Dutch Christians Boycott Exhibit for Anti-Semitism

Leftist group claims Palestinian Arab children are brutally treated in Israeli prisons; Christians say crucifixion imagery anti-Semitic.

Tova Dvorin ,

Jail (illustrative)
Jail (illustrative)
Flash90

A group of Dutch Christians vowed to boycott a Church's exhibition on "jailed Palestinian children," a member of the group told the Trouw daily newspaper, over protests that the art display promoted anti-Semitic views. 

The Dutch Coalition for Palestinian Children in Israeli Detention brought the exhibition to Utrecht’s famous Domnkerk Church, or St. Martin's Cathedral, last month, under the title "Room No. 4." 
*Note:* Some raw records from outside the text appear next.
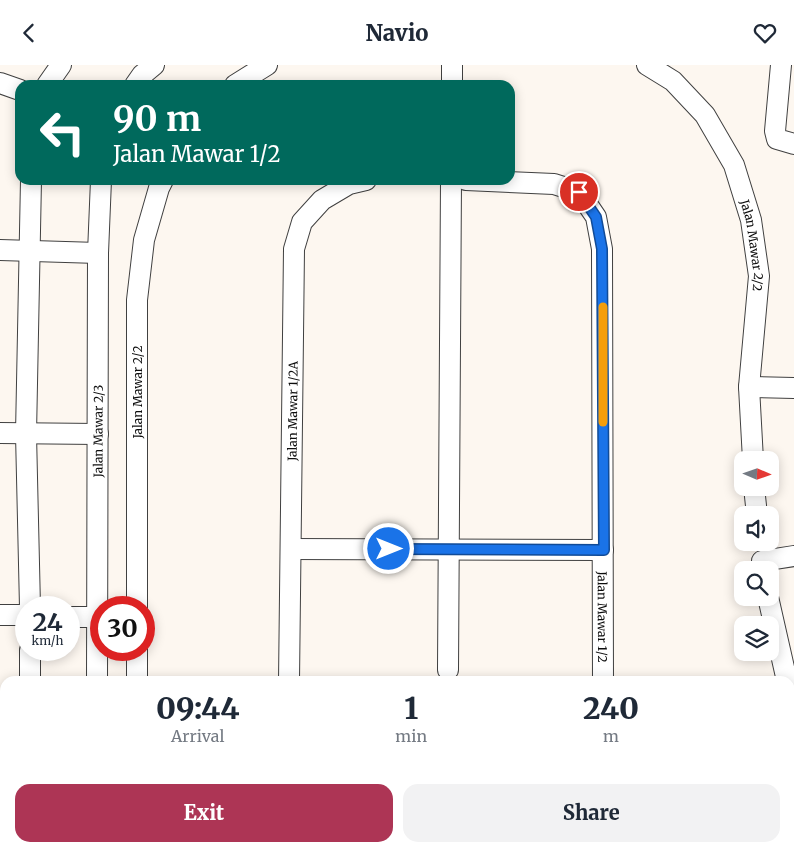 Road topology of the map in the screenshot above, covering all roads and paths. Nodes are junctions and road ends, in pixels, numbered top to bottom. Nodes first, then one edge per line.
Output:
1 (61, 65) edge
2 (154, 65) edge
3 (267, 65) edge
4 (452, 65) edge
5 (647, 65) edge
6 (782, 65) edge
7 (50, 80) edge
8 (138, 80) edge
9 (243, 80) edge
10 (452, 80) edge
11 (0, 83) edge
12 (15, 88) edge
13 (792, 143) edge
14 (515, 182) edge
15 (32, 185) edge
16 (101, 185) edge
17 (161, 185) edge
18 (346, 185) edge
19 (451, 185) edge
20 (0, 250) edge
21 (30, 251) junction
22 (98, 253) junction
23 (749, 387) junction
24 (794, 388) edge
25 (0, 433) edge
26 (26, 434) junction
27 (98, 434) junction
28 (752, 451) edge
29 (290, 549) junction
30 (448, 549) junction
31 (604, 550) junction
32 (794, 556) edge
33 (762, 558) edge
34 (30, 596) edge
35 (96, 596) edge
36 (137, 596) edge
37 (770, 606) edge
38 (0, 615) edge
39 (15, 615) edge
40 (30, 661) edge
41 (97, 661) edge
42 (137, 661) edge
43 (448, 669) dead end
44 (30, 676) edge
45 (97, 676) edge
46 (137, 676) edge
47 (289, 676) edge
48 (603, 676) edge
49 (786, 676) edge

1 - 7 street
2 - 8 street
3 - 9 street
4 - 10 street
5 - 23 street, Jalan Mawar 2/2
6 - 13 street
11 - 12 street
14 - 31 street, Jalan Mawar 1/2
15 - 21 street
16 - 22 street, Jalan Mawar 2/3
17 - 36 street, Jalan Mawar 2/2
18 - 29 street, Jalan Mawar 1/2A
19 - 30 street
20 - 21 street
21 - 22 street
21 - 26 street
22 - 27 street, Jalan Mawar 2/3
23 - 24 street
23 - 28 street, Jalan Mawar 2/2
25 - 26 street
26 - 27 street
26 - 34 street
27 - 35 street, Jalan Mawar 2/3
29 - 30 street
29 - 47 street, Jalan Mawar 1/2A
30 - 31 street
30 - 43 street
31 - 48 street, Jalan Mawar 1/2
32 - 33 street
37 - 49 street
38 - 39 street
40 - 44 street
41 - 45 street, Jalan Mawar 2/3
42 - 46 street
The exhibition showed adults portraying "suffering Palestinian children in Israeli detention," and implied that the IDF is torturing Palestinian Arabs in prison.

Several of the photos have crucifixion images, according to the Jewish Telegraphic Agency. Less graphic portrayals have been heavily promoted by the Coalition on Twitter. 

Hebe Kohlbrugge, a writer and a member of the Domkerk Church, boycotted the exhibition for its entire run. He told the Trouw that outrage has been sparked over the fact that, in his words, many Dutch people automatically associate "Israelis" with "Jews" - and that showing an exhibit like this was tantamount to anti-Semitism. 

“Many people cannot differentiate between Israel and Jews,” Kohlbrugge stated. “People wearing kippot (yarmulkes) are being harassed over Israel’s actions. Thus criticism of Israel becomes anti-Semitism.”

Kohlbrugge also noted that the church itself has a history of anti-Semitism.

“Before you point fingers, better look at the ones pointing in your direction,” he added.

Misconceptions over Israel's detention of minors are common, after one-sided reports blaming Israel for detaining Arab minors - regardless of criminal history or involvement in such terror acts as rock-throwing or rioting - were heavily promoted by UN rights group UNICEF. 

UNICEF's own report acknowledges that most "children" arrested by Israel are teenage boys, many of whom are likely to have been involved in Hamas or Fatah "summer camps" for Palestinian incitement against Israelis. 

Its statistics are also misleading. In its initial report, it maintained that some 216 prisoners were minors, but statistics released later by the International Centre for Prison Studies say that just 0.9% of Israeli prisoners are minors - between 170-180 people in total. (At the time, there were 19,358 inmates in Israeli prisons nationally.) 

Meanwhile, reports of mistreatment in Israeli prisons have left lawmakers bemused, with some noting that conditions in Israeli prisons are "like one big summer camp," and have protested since as far back as 2008 that Arab prisoners, specifically, receive special treatment.